Exercise brief:
The full text of the records below, minus any pictures, should be given back word for word.

Information:
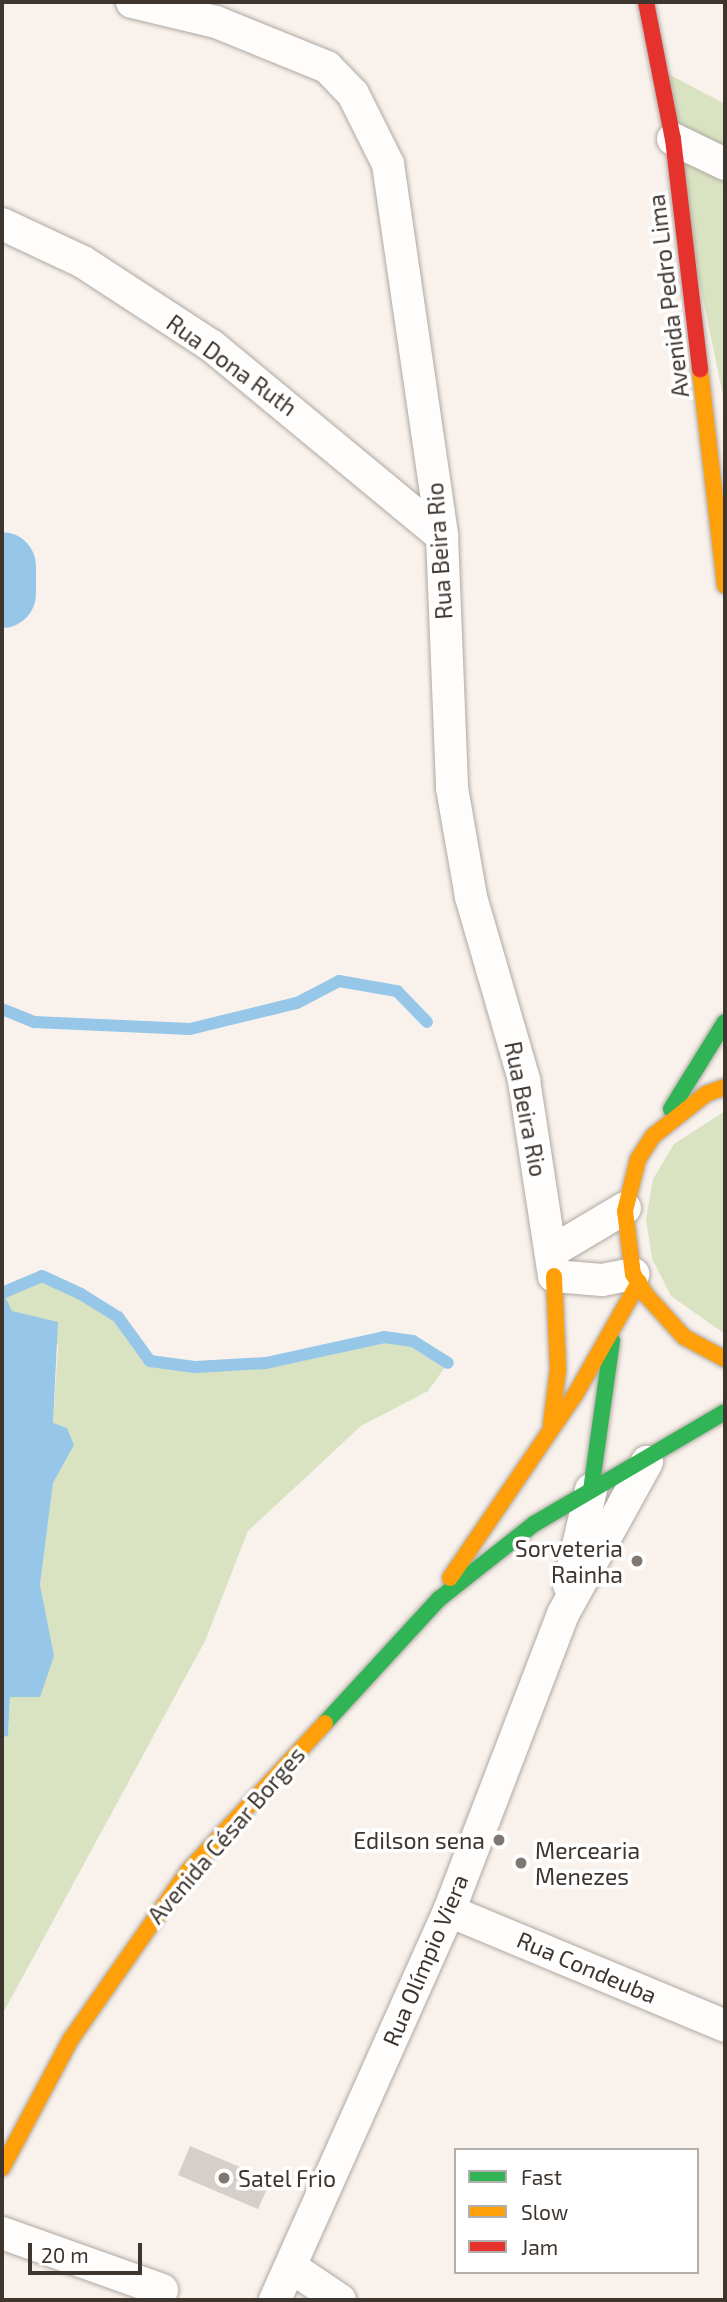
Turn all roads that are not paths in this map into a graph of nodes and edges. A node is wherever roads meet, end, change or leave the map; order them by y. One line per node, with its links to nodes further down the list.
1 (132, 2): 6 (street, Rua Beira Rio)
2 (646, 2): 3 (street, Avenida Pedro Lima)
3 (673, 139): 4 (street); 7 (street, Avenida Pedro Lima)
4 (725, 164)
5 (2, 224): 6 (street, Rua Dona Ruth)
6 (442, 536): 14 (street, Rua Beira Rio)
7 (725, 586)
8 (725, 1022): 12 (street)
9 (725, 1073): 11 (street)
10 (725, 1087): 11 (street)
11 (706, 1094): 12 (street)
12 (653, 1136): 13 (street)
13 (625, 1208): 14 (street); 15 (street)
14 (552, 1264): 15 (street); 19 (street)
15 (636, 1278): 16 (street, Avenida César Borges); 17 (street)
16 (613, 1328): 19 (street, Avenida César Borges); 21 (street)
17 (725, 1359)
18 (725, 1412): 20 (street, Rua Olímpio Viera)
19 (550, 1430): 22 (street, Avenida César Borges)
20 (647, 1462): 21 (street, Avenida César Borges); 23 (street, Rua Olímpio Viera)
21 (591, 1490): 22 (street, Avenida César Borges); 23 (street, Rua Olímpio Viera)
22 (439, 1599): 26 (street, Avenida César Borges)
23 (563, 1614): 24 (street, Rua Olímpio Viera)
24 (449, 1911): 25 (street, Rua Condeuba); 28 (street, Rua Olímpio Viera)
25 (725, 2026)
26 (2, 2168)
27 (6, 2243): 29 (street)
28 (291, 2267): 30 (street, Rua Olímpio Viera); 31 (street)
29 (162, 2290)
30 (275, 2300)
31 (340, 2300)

Answer area:
Turn all roads that are not paths in this map into a graph of nodes and edges. A node is wherever roads meet, end, change or leave the map; order them by y. One line per node, with its links to nodes further down the list.
1 (132, 2): 6 (street, Rua Beira Rio)
2 (646, 2): 3 (street, Avenida Pedro Lima)
3 (673, 139): 4 (street); 7 (street, Avenida Pedro Lima)
4 (725, 164)
5 (2, 224): 6 (street, Rua Dona Ruth)
6 (442, 536): 14 (street, Rua Beira Rio)
7 (725, 586)
8 (725, 1022): 12 (street)
9 (725, 1073): 11 (street)
10 (725, 1087): 11 (street)
11 (706, 1094): 12 (street)
12 (653, 1136): 13 (street)
13 (625, 1208): 14 (street); 15 (street)
14 (552, 1264): 15 (street); 19 (street)
15 (636, 1278): 16 (street, Avenida César Borges); 17 (street)
16 (613, 1328): 19 (street, Avenida César Borges); 21 (street)
17 (725, 1359)
18 (725, 1412): 20 (street, Rua Olímpio Viera)
19 (550, 1430): 22 (street, Avenida César Borges)
20 (647, 1462): 21 (street, Avenida César Borges); 23 (street, Rua Olímpio Viera)
21 (591, 1490): 22 (street, Avenida César Borges); 23 (street, Rua Olímpio Viera)
22 (439, 1599): 26 (street, Avenida César Borges)
23 (563, 1614): 24 (street, Rua Olímpio Viera)
24 (449, 1911): 25 (street, Rua Condeuba); 28 (street, Rua Olímpio Viera)
25 (725, 2026)
26 (2, 2168)
27 (6, 2243): 29 (street)
28 (291, 2267): 30 (street, Rua Olímpio Viera); 31 (street)
29 (162, 2290)
30 (275, 2300)
31 (340, 2300)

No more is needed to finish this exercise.